I remember some of this stuff because my mom and older sister would get all enthused over it…but I had to eat it too. ::shudders::

  • Drinking Tab with a squirt of lemon to make it taste almost decent.
  • Sweet-10 sweetener; it came in a bottle with a little push top thingy that stopped working when the bottle was still half full
  • saccarhine tablets; itty-bitty things that women carried around in pill bottles
  • diets based on weird food combinations that supposedly counteracted each other. The only I remember most bitterly featured spinach, hardboiled eggs and stewed tomatoes. I like all those things but not every damend meal.

In exercise related stuff, I remember Jack LaLanne quite well. He was a bit cheesy but so were most TV personalities back then. His approach really was quite sensible and effective but my sister and I hated it because it was too similar to calesthenics in gym. (Squat thrusts…yuck.)

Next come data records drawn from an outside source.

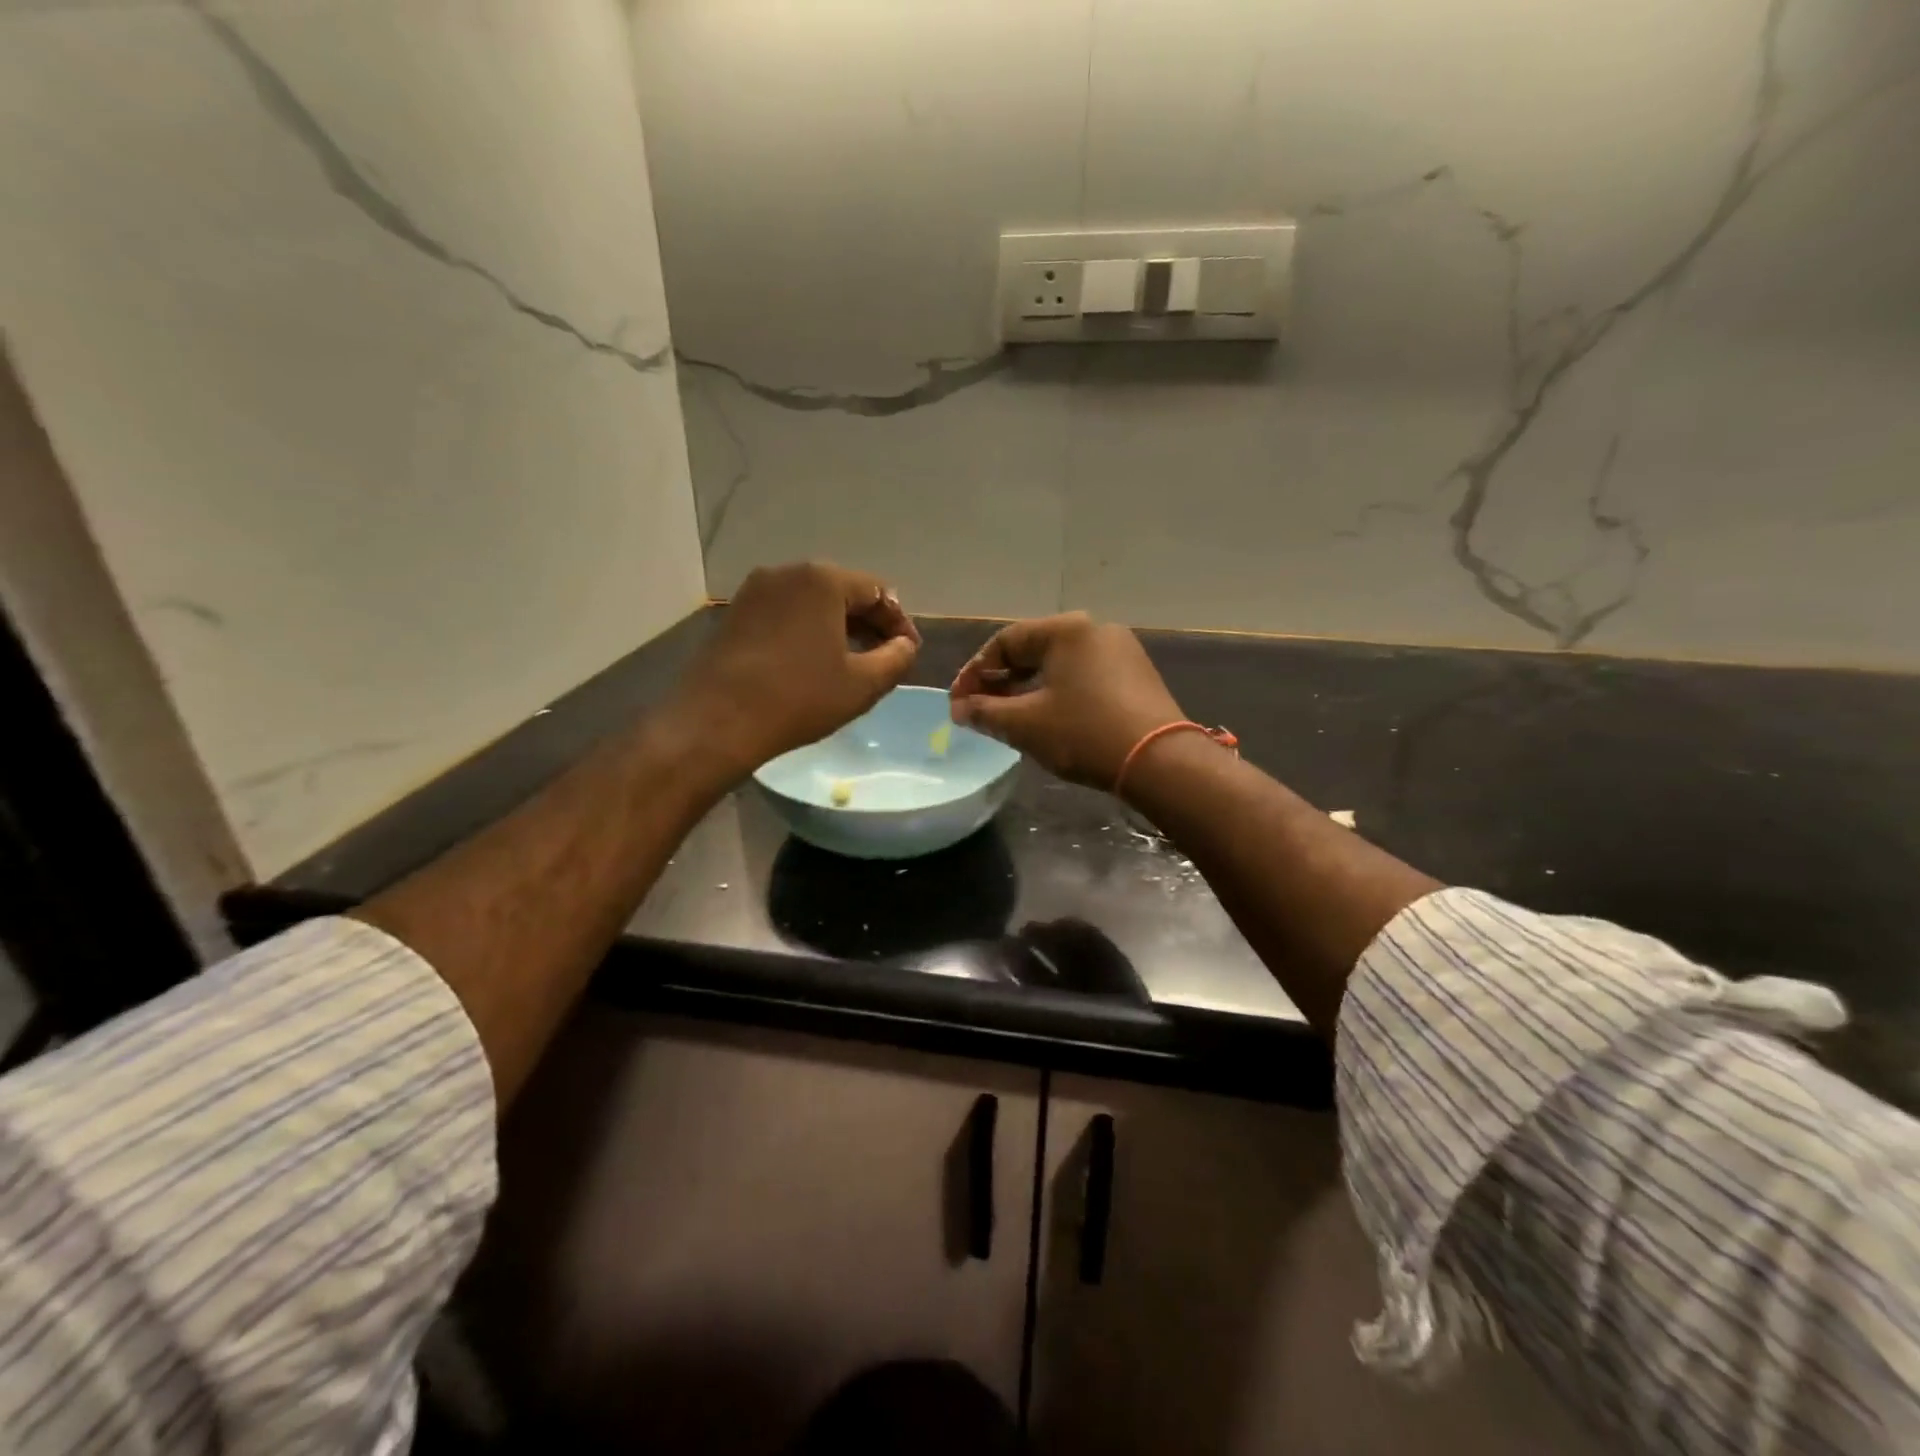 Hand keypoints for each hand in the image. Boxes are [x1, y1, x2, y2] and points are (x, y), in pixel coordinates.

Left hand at [673, 562, 920, 774]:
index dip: (899, 622)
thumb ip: (896, 658)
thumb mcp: (863, 684)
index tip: (910, 652)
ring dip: (837, 627)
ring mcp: (755, 591)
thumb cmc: (799, 699)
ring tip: (852, 662)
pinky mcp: (735, 614)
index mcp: (823, 580)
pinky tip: (813, 662)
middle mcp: (787, 573)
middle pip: (842, 591)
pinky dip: (807, 631)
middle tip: (885, 656)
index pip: (877, 591)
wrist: (717, 721)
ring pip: (811, 603)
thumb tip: (905, 645)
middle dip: (868, 622)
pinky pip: (784, 614)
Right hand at [949, 613, 1183, 789]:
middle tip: (979, 709)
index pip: (1005, 641)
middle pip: (1033, 649)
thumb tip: (958, 708)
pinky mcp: (1137, 675)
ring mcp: (1121, 650)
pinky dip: (1058, 692)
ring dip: (1028, 687)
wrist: (1160, 762)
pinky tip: (1049, 717)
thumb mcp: (1024, 724)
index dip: (975, 672)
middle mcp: (1095, 629)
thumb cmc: (1084, 734)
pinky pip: (1084, 675)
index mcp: (1066, 630)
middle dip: (1001, 680)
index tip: (957, 702)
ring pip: (1060, 664)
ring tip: (1009, 716)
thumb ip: (984, 712) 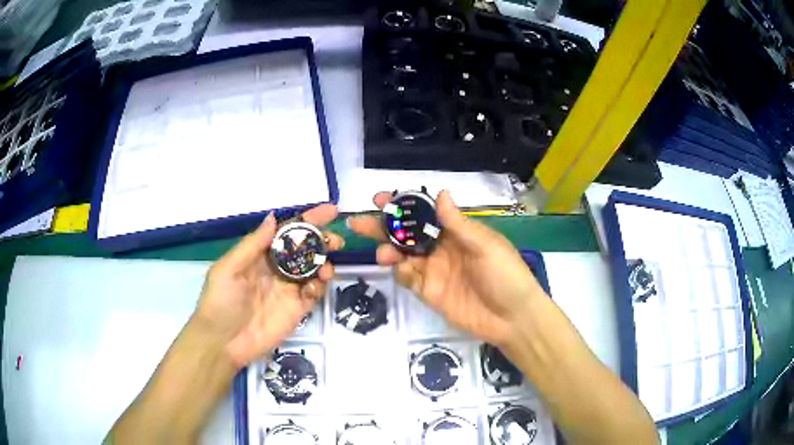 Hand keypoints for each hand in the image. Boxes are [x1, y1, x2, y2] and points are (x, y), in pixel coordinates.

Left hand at [194, 205, 342, 368]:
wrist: (222, 342)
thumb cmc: (220, 301)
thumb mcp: (229, 269)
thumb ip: (252, 245)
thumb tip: (274, 217)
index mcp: (260, 255)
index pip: (287, 232)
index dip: (307, 220)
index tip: (330, 211)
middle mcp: (277, 269)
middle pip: (305, 249)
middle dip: (322, 241)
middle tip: (336, 240)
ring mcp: (288, 290)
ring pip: (313, 270)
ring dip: (324, 264)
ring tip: (327, 266)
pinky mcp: (297, 310)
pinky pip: (314, 294)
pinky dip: (319, 287)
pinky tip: (315, 287)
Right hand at [348, 191, 546, 347]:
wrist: (512, 318)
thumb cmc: (505, 274)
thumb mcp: (485, 245)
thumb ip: (458, 224)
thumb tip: (440, 192)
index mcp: (456, 232)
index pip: (424, 213)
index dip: (403, 205)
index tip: (382, 199)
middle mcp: (441, 248)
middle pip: (407, 233)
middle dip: (383, 226)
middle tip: (359, 221)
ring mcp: (433, 271)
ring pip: (402, 256)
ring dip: (388, 250)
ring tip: (381, 251)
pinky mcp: (429, 292)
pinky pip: (408, 279)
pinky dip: (399, 272)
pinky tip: (399, 269) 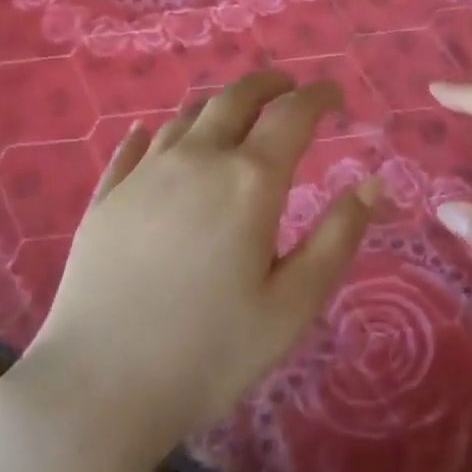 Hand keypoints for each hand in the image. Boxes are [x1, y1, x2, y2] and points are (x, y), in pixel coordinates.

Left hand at [13, 71, 378, 465]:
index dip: (318, 96)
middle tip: (287, 86)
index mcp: (250, 180)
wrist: (98, 387)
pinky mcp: (107, 196)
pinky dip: (159, 131)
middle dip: (268, 84)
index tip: (334, 94)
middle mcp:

There were lots of oddball exercise things for sale too. One (FlipFlop?) looked for the world like a simple cot that bent both ways in the middle. You’d grab the upper bar with your hands and fold double, then stretch back, fold double, stretch back. There were also plenty of snake-oil “instant” disguises like SoP’s Trim Jeans that wouldn’t fool a blind person. I remember a few of them, like wide belts made to “invisibly” under clothes that supposedly spot-reduced bellies and love handles. IIRC a few of them even had batteries. Swathing oneself with plastic wrap was quite popular for a while too. It sure helped shed water weight quickly but unfortunately also made people sicker than dogs.

hillbilly queen is dead on about the lack of attractive exercise clothes. Actually, until the counter culture kicked in, clothes in general were decidedly uncomfortable, for men and women. Girdles were SOP, for heaven’s sake. Shorts were okay for backyard cookouts but not much else.